The Department of Defense never identified the employee responsible for the first infection. We’ll never know their motivations. Were they curious about the drive’s contents? Did they want to reunite the drive with its owner? Or did they just want to save the $20 on a new memory stick? It’s not clear.
In the end, it doesn’t matter. The damage was done. The Department of Defense was forced to spend critical resources identifying and wiping infected machines, as they eliminated the worm one computer at a time. And it forced the military to radically change their approach to computer security, ultimately leading to the creation of the United States Cyber Command.
Still, I can’t help but wonder what the ancient Roman poet Virgil would think of this tale. Two millennia prior, Virgil was spending his twilight years in the city of Brundisium (now Brindisi), where he worked on his opus, the epic poem Aeneid.
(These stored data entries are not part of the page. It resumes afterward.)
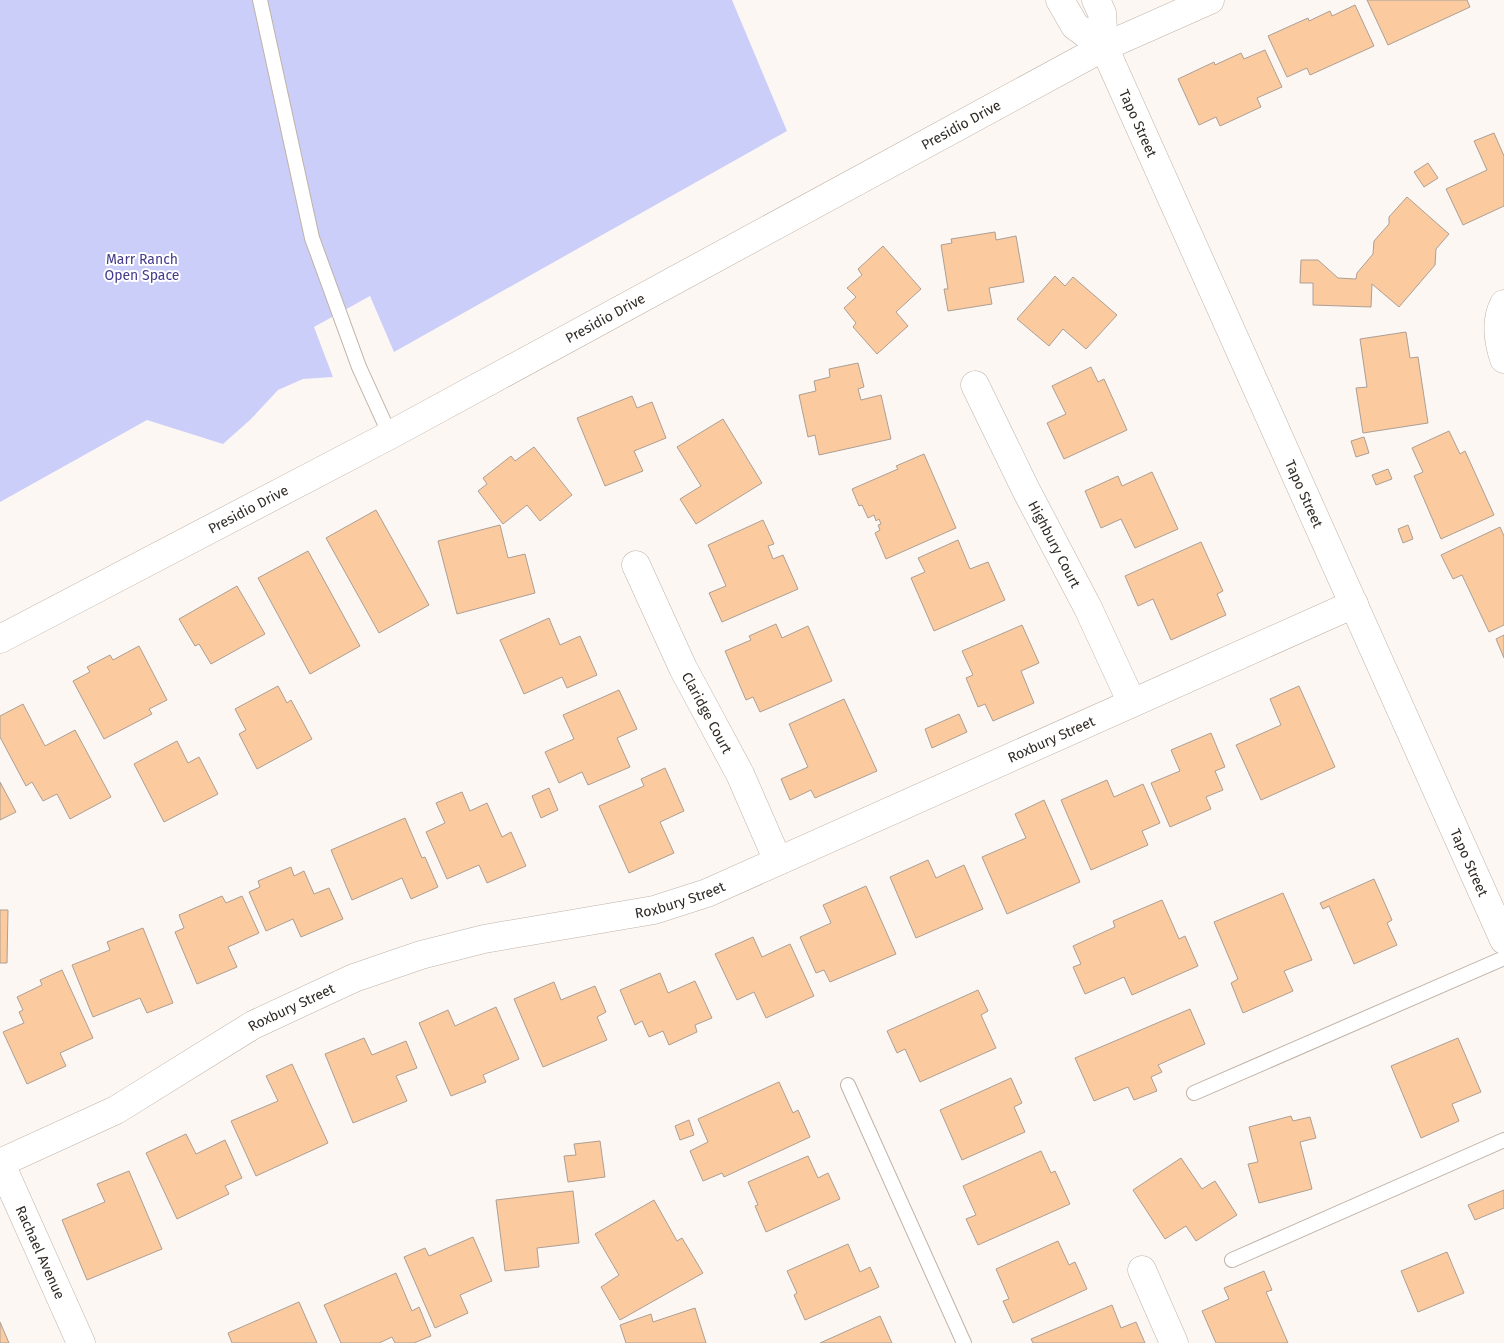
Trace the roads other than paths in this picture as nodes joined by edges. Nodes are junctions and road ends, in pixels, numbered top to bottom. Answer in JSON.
{"nodes":[{"id":1,"x":260,"y":0,"type":"edge"},
{"id":2,"x":1060,"y":0,"type":"edge"},
{"id":3,"x":1096,"y":0,"type":"edge"},
{"id":4,"x":1210,"y":0,"type":"edge"},
{"id":5,"x":1104,"y":47,"type":"junction"},
{"id":6,"x":1501,"y":314,"type":"edge"},
{"id":7,"x":1504,"y":359,"type":"edge"},
{"id":8,"x":975,"y":385,"type":"dead end"},
{"id":9,"x":390,"y":435,"type":"junction"},
{"id":10,"x":636,"y":565,"type":"dead end"},
{"id":11,"x":1354,"y":604,"type":"junction"},
{"id":12,"x":0,"y":639,"type":"edge"},
{"id":13,"x":1132,"y":703,"type":"junction"},
{"id":14,"x":778,"y":861,"type":"junction"},
{"id":15,"x":1504,"y":940,"type":"edge"},
{"id":16,"x":1504,"y":958,"type":"edge"},
{"id":17,"x":848,"y":1085,"type":"dead end"},
{"id":18,"x":1194,"y":1094,"type":"dead end"},
{"id":19,"x":1504,"y":1140,"type":"edge"},
{"id":20,"x":0,"y":1162,"type":"edge"},
{"id":21,"x":1232,"y":1260,"type":"dead end"},
{"id":22,"x":1142,"y":1270,"type":"dead end"},
{"id":23,"x":81,"y":1343,"type":"edge"},
{"id":24,"x":964,"y":1343,"type":"edge"},
{"id":25,"x":1174,"y":1343,"type":"edge"}],
"edges":[{"from":1,"to":9,"type":"lane"},
{"from":2,"to":5,"type":"street"},
{"from":3,"to":5,"type":"street"},
{"from":4,"to":5,"type":"street","name":"Presidio Drive"},
{"from":5,"to":9,"type":"street","name":"Presidio Drive"},
{"from":5,"to":11,"type":"street","name":"Tapo Street"},
{"from":6,"to":7,"type":"street"},
{"from":8,"to":13,"type":"street","name":"Highbury Court"},
{"from":9,"to":12,"type":"street","name":"Presidio Drive"},
{"from":10,"to":14,"type":"street","name":"Claridge Court"},
{"from":11,"to":13,"type":"street","name":"Roxbury Street"},
{"from":11,"to":15,"type":"street","name":"Tapo Street"},
{"from":13,"to":14,"type":"street","name":"Roxbury Street"},
{"from":14,"to":20,"type":"street","name":"Roxbury Street"},
{"from":16,"to":18,"type":"lane"},
{"from":17,"to":24,"type":"lane"},
{"from":19,"to":21,"type":"lane"},
{"from":20,"to":23,"type":"street","name":"Rachael Avenue"},
{"from":22,"to":25,"type":"street"}]}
Aeneid described the Siege of Troy. This is perhaps the most famous battle that never actually took place — or, at least, in the way depicted. Pretty much everything below is apocryphal. Still, it’s a great story, so indulge me.
Here’s the TL;DR: Greece was at war with Troy. It wasn’t going well. Both sides were effectively at a stalemate. Troy had retreated behind the walls of its capital city, where it could hold out indefinitely. After an exhausting decades-long siege, the Greeks were eager to end the campaign. And so, their leader, Odysseus, conjured a devious ruse.
Greece would pretend to surrender. Their forces would retreat. By means of apology, they left a large wooden horse at the gates of the city, which the Trojans interpreted as a tribute to their greatness.
We all know what happened next. The Trojans hauled the horse into the city, unbeknownst to the shock force of Greek warriors lurking within its interior. As night fell, they crept out and unlocked the gates to the city. The rest of the Greek army surged forward, flooding in and bringing the war to its conclusion in a matter of hours.
Technologically, USB drives and wooden horses couldn’t be more different. But in both of the examples cited, they were used to inflict devastating losses to the target. More importantly, they were only effective because the victim implicitly trusted they wouldn’t be used to harm them. Trust can be a dangerous thing.